M. Brian Jean: Je peux déposer ce rapport pour vous. C'est un mémoire intitulé Mémoire concernant le mariage et la reconnaissances des unions de conjoints de même sexe, présenté par l'Association du Barreau canadien, avec table des matières incluse. Je ne pense pas que l'erreur vienne de moi.
M. Sean Foreman: J'examinerai ce document avec plaisir.
M. Brian Jean: Ma question suivante concerne le droit international. Au paragraphe 3, page 4 de votre rapport, vous mentionnez encore une fois que vous êtes convaincu que le droit international serait plus simple dans une économie globale. Vous formulez cette opinion dans le rapport que vous avez présenté aujourd'hui et non pas dans celui qui remonte à trois ans.

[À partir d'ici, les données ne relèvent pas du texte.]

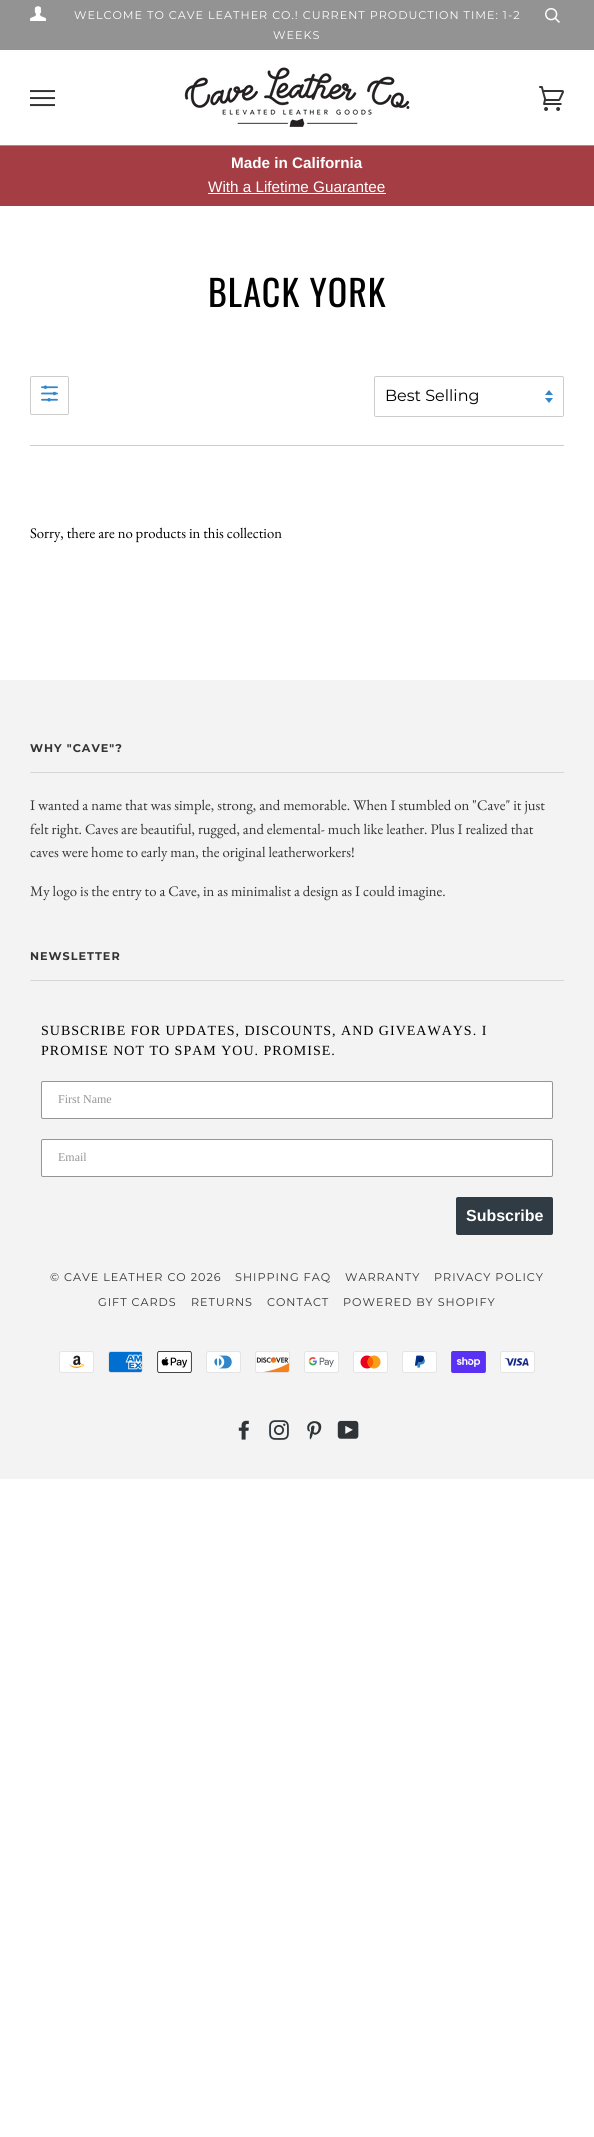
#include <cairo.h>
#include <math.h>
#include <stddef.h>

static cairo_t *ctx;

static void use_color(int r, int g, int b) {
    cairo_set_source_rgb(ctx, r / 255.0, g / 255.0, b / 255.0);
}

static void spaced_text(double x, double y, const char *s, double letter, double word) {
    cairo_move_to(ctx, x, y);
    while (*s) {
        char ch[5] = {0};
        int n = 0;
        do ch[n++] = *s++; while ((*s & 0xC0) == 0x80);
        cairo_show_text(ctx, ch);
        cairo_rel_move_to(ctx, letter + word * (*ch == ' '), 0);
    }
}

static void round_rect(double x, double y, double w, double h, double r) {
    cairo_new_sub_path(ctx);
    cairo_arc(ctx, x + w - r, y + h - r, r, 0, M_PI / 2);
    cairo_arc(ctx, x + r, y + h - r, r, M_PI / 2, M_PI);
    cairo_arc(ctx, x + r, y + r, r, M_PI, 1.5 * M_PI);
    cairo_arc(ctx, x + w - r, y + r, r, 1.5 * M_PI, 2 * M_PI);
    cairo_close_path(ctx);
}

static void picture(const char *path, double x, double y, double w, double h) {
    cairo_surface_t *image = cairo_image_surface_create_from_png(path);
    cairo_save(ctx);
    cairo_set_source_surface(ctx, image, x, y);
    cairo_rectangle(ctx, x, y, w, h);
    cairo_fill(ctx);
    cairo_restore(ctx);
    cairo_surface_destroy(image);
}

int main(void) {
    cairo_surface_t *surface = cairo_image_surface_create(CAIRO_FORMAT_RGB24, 594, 2137);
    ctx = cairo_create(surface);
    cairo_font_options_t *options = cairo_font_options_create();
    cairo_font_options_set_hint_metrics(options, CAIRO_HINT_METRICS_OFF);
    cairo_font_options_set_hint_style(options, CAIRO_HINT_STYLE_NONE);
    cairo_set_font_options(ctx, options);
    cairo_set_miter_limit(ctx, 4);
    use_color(255, 255, 255);
    cairo_paint(ctx);
    use_color(147, 147, 147);
    cairo_rectangle(ctx, 0, 0, 594, 50);
    cairo_fill(ctx);
    picture("img1.png", 30, 6, 16, 15);
    cairo_select_font_face(ctx, "Montserrat", CAIRO_FONT_SLANT_NORMAL, CAIRO_FONT_WEIGHT_NORMAL);
    cairo_set_font_size(ctx, 11.2);
    use_color(255, 255, 255);
    spaced_text(74, 19, "WELCOME TO CAVE LEATHER CO.! CURRENT PRODUCTION TIME: 1-2", 1, 0);
    spaced_text(273, 39, "WEEKS", 1, 0);
    picture("img2.png", 545, 8, 15, 15);
    use_color(147, 147, 147);
    cairo_rectangle(ctx, 0, 145, 594, 1);
    cairo_fill(ctx);
    picture("img3.png", 30, 90, 25, 17);
    picture("img4.png", 184, 67, 226, 60);
    picture("img5.png", 539, 86, 25, 25);
    use_color(165, 61, 68);
    cairo_rectangle(ctx, 0, 146, 594, 60);
    cairo_fill(ctx);
    cairo_select_font_face(ctx, "Liberation Sans", CAIRO_FONT_SLANT_NORMAL, CAIRO_FONT_WEIGHT_BOLD);
    cairo_set_font_size(ctx, 15.25);
    use_color(255, 255, 255);
    cairo_move_to(ctx, 231, 168);
    cairo_show_text(ctx, "Made in California");
    cairo_select_font_face(ctx, "Liberation Sans", CAIRO_FONT_SLANT_NORMAL, CAIRO_FONT_WEIGHT_NORMAL);
    cairo_move_to(ctx, 208, 192);
    cairo_show_text(ctx, "With a Lifetime Guarantee");
    cairo_rectangle(ctx, 208, 193, 178, 1);
    cairo_fill(ctx);
    cairo_select_font_face(ctx, "Oswald", CAIRO_FONT_SLANT_NORMAL, CAIRO_FONT_WEIGHT_NORMAL);
    cairo_set_font_size(ctx, 36);
    use_color(0, 0, 0);
    spaced_text(208, 307, "BLACK YORK", 1, 0);
    round_rect(30.5, 376.5, 38, 38, 1.5);
    use_color(204, 204, 204);
    cairo_set_line_width(ctx, 1);
    cairo_stroke(ctx);
    picture("img6.png", 41, 385, 17, 17);
    picture("img7.png", 545, 390, 8, 13);
    round_rect(374.5, 376.5, 189, 40, 1.5);
    cairo_stroke(ctx);
    cairo_select_font_face(ctx, "Montserrat", CAIRO_FONT_SLANT_NORMAL, CAIRO_FONT_WEIGHT_NORMAL);
    cairo_set_font_size(ctx, 16);
    use_color(0, 0, 0);
    cairo_move_to(ctx, 385, 401);
    cairo_show_text(ctx, "Best Selling");
    use_color(204, 204, 204);
    cairo_rectangle(ctx, 30, 445, 534, 1);
    cairo_fill(ctx);
    cairo_select_font_face(ctx, "EB Garamond", CAIRO_FONT_SLANT_NORMAL, CAIRO_FONT_WEIGHT_NORMAL);
    cairo_set_font_size(ctx, 14.7);
    use_color(0, 0, 0);
    cairo_move_to(ctx, 30, 538);
    cairo_show_text(ctx, "Sorry, there are no products in this collection");
    use_color(243, 243, 243);
    cairo_rectangle(ctx, 0, 680, 594, 799);
    cairo_fill(ctx);
    cairo_select_font_face(ctx, "Montserrat", CAIRO_FONT_SLANT_NORMAL, CAIRO_FONT_WEIGHT_BOLD);
    cairo_set_font_size(ctx, 11.2);
    use_color(51, 51, 51);
    spaced_text(30, 752, "WHY \"CAVE\"?", 1, 0);
    use_color(214, 214, 214);
    cairo_rectangle(ctx, 30, 772, 534, 1);
    cairo_fill(ctx);
    cairo_select_font_face(ctx, "EB Garamond", CAIRO_FONT_SLANT_NORMAL, CAIRO_FONT_WEIGHT_NORMAL);
    cairo_set_font_size(ctx, 14.7);
    use_color(51, 51, 51);
    cairo_move_to(ctx, 30, 810);
    cairo_show_text(ctx, "I wanted a name that was simple, strong, and memorable. When I stumbled on \"Cave\" it just");
    cairo_move_to(ctx, 30, 834);
    cairo_show_text(ctx, "felt right. Caves are beautiful, rugged, and elemental- much like leather. Plus I realized that");
    cairo_move_to(ctx, 30, 857);
    cairo_show_text(ctx, "caves were home to early man, the original leatherworkers!");
    cairo_move_to(ctx, 30, 896);
    cairo_show_text(ctx, "My logo is the entry to a Cave, in as minimalist a design as I could imagine.");
    cairo_select_font_face(ctx, "Montserrat", CAIRO_FONT_SLANT_NORMAL, CAIRO_FONT_WEIGHT_BOLD);
    cairo_set_font_size(ctx, 11.2);
    spaced_text(30, 960, "NEWSLETTER", 1, 0);
    use_color(214, 214, 214);
    cairo_rectangle(ctx, 30, 980, 534, 1);
    cairo_fill(ctx);
    cairo_select_font_face(ctx, "Liberation Serif", CAIRO_FONT_SLANT_NORMAL, CAIRO_FONT_WEIGHT_NORMAL);
    cairo_set_font_size(ctx, 14);
    use_color(0, 0, 0);
    spaced_text(41, 1035, "SUBSCRIBE FOR UPDATES, DISCOUNTS, AND GIVEAWAYS. I", 1, 0);
    spaced_text(41, 1055, "PROMISE NOT TO SPAM YOU. PROMISE.", 1, 0);
    use_color(255, 255, 255);
    round_rect(41.5, 1081.5, 511, 37, 1.5);
    cairo_fill_preserve(ctx);
    use_color(148, 149, 150);
    cairo_stroke(ctx);
    cairo_set_font_size(ctx, 12);
    cairo_move_to(ctx, 58, 1103);
    cairo_show_text(ctx, "First Name");
    use_color(255, 255, 255);
    round_rect(41.5, 1139.5, 511, 37, 1.5);
    cairo_fill_preserve(ctx);
    use_color(148, 149, 150);
    cairo_stroke(ctx);
    cairo_move_to(ctx, 58, 1161);
    cairo_show_text(ctx, "Email");
    use_color(48, 59, 67);
    round_rect(456, 1197, 97, 38, 2);
    cairo_fill(ctx);
    cairo_select_font_face(ctx, "Liberation Sans", CAIRO_FONT_SLANT_NORMAL, CAIRO_FONT_WEIGHT_BOLD);
    cairo_set_font_size(ctx, 16);
    use_color(255, 255, 255);
    cairo_move_to(ctx, 466, 1221);
    cairo_show_text(ctx, "Subscribe");
    cairo_select_font_face(ctx, "Montserrat", CAIRO_FONT_SLANT_NORMAL, CAIRO_FONT_WEIGHT_NORMAL);
    cairo_set_font_size(ctx, 11.2);
    use_color(51, 51, 51);
    spaced_text(50, 1281, "© CAVE LEATHER CO 2026", 1, 0);
    spaced_text(235, 1281, "SHIPPING FAQ", 1, 0);
    spaced_text(345, 1281, "WARRANTY", 1, 0);
    spaced_text(434, 1281, "PRIVACY POLICY", 1, 0);
    spaced_text(98, 1306, "GIFT CARDS", 1, 0);
    spaced_text(191, 1306, "RETURNS", 1, 0);
    spaced_text(267, 1306, "CONTACT", 1, 0);
    spaced_text(343, 1306, "POWERED BY SHOPIFY", 1, 0);
    picture("img8.png", 59, 1351, 35, 22);
    picture("img9.png", 108, 1351, 35, 22);
    picture("img10.png", 157, 1351, 35, 22);
    picture("img11.png", 206, 1351, 35, 22);
    picture("img12.png", 255, 1351, 35, 22);
    picture("img13.png", 304, 1351, 35, 22);
    picture("img14.png", 353, 1351, 35, 22);
    picture("img15.png", 402, 1351, 35, 22);
    picture("img16.png", 451, 1351, 35, 22);
    picture("img17.png", 500, 1351, 35, 22);
    picture("img18.png", 238, 1420, 11, 20);
    picture("img19.png", 269, 1420, 20, 20);
    picture("img20.png", 307, 1421, 15, 19);
    picture("img21.png", 337, 1420, 22, 19);
    cairo_surface_write_to_png(surface, "result.png");
    cairo_font_options_destroy(options);
    cairo_destroy(ctx);
    cairo_surface_destroy(surface);
    return 0;
}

Ayant étudié le droit international en Australie et compte tenu de votre position relativement au mariage et aux unions de conjoints de même sexe, j'estime que tout cela prête à confusion. Je tiens à vous faire remarquer qu'un nombre écrasant de pays réservent le mariage aux couples hétérosexuels mais proposent des unions aux personnes de même sexe. Je tiens à vous faire remarquer qu'il est expressément interdit aux couples de même sexe de se marier dans d'autres pays.
Par conséquent, cela ne ferait qu'ajouter à la confusion et aux difficultés que rencontrent les immigrants si nous adoptions ce type d'approche au Canada. Bien entendu, nous faisons partie d'une économie mondiale, ce qui ne ferait que multiplier les problèmes.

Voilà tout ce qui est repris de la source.